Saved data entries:
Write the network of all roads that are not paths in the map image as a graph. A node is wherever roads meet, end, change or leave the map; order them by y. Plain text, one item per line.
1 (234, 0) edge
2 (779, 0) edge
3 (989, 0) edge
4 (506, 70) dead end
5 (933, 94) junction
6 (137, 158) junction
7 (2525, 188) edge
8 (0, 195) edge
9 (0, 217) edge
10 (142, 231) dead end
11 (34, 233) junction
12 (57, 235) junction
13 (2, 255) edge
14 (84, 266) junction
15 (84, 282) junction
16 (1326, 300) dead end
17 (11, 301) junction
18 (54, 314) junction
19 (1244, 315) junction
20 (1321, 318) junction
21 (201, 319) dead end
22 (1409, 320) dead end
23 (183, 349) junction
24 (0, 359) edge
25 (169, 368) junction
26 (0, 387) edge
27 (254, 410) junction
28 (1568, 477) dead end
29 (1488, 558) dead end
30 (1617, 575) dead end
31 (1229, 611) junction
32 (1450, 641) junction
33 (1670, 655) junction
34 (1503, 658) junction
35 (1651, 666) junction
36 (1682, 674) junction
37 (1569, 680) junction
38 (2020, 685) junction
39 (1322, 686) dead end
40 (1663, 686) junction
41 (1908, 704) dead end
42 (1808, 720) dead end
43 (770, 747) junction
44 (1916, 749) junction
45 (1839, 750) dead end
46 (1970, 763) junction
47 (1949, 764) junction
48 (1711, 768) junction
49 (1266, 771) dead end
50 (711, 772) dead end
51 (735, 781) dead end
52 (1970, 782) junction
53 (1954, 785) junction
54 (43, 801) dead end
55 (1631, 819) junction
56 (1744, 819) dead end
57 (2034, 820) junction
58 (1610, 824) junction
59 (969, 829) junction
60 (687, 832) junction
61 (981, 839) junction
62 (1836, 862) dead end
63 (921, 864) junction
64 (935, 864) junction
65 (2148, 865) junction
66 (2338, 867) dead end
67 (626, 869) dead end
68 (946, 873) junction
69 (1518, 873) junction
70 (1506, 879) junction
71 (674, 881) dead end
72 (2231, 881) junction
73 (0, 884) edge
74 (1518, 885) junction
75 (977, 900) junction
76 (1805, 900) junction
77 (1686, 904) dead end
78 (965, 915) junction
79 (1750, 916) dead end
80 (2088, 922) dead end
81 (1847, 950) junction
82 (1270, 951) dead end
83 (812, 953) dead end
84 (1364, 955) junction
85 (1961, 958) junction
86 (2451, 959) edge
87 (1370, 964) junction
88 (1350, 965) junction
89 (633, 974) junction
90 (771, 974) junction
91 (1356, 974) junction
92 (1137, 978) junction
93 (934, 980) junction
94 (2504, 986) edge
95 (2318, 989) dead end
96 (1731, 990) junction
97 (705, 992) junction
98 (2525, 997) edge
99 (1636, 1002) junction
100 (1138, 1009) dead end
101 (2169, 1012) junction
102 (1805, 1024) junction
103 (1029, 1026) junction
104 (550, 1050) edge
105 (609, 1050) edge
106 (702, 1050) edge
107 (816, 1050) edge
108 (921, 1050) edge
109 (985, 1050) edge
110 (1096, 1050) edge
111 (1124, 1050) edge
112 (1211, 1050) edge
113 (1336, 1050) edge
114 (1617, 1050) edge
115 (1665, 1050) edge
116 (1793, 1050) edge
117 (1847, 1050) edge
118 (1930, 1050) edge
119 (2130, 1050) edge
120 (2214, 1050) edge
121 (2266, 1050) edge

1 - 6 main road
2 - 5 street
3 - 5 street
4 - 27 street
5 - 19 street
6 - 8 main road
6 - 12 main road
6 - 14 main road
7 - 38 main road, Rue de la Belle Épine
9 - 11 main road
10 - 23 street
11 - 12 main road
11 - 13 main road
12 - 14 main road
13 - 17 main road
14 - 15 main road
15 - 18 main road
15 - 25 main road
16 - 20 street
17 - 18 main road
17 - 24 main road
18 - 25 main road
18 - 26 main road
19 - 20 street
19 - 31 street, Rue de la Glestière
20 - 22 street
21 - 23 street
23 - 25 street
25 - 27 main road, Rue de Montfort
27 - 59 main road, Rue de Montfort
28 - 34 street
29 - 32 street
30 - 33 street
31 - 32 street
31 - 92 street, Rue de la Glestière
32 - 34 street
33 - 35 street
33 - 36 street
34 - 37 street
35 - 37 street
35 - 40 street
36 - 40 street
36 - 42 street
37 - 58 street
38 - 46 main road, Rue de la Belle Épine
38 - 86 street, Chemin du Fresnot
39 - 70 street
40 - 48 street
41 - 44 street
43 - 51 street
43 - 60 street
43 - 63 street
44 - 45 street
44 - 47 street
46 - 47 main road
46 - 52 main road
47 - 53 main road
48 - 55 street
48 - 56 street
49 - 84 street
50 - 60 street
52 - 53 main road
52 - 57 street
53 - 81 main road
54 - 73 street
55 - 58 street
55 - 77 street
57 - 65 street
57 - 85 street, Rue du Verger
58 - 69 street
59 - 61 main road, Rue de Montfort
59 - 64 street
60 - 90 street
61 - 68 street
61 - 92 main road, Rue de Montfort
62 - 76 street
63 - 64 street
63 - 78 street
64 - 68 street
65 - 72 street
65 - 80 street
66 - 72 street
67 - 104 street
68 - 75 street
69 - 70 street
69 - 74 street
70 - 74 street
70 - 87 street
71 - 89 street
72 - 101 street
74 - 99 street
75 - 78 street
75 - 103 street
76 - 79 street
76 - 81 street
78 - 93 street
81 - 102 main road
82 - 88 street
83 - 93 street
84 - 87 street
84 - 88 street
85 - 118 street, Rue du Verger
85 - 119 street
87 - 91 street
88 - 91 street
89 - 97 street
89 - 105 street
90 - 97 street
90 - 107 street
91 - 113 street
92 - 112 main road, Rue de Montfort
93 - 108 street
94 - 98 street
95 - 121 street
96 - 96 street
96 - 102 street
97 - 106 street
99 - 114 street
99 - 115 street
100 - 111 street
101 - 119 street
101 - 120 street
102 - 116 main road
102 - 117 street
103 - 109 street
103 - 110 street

What is needed -> Only a number is wanted here: how many lines in the entries contain the word "Verger"?

Solution -> 2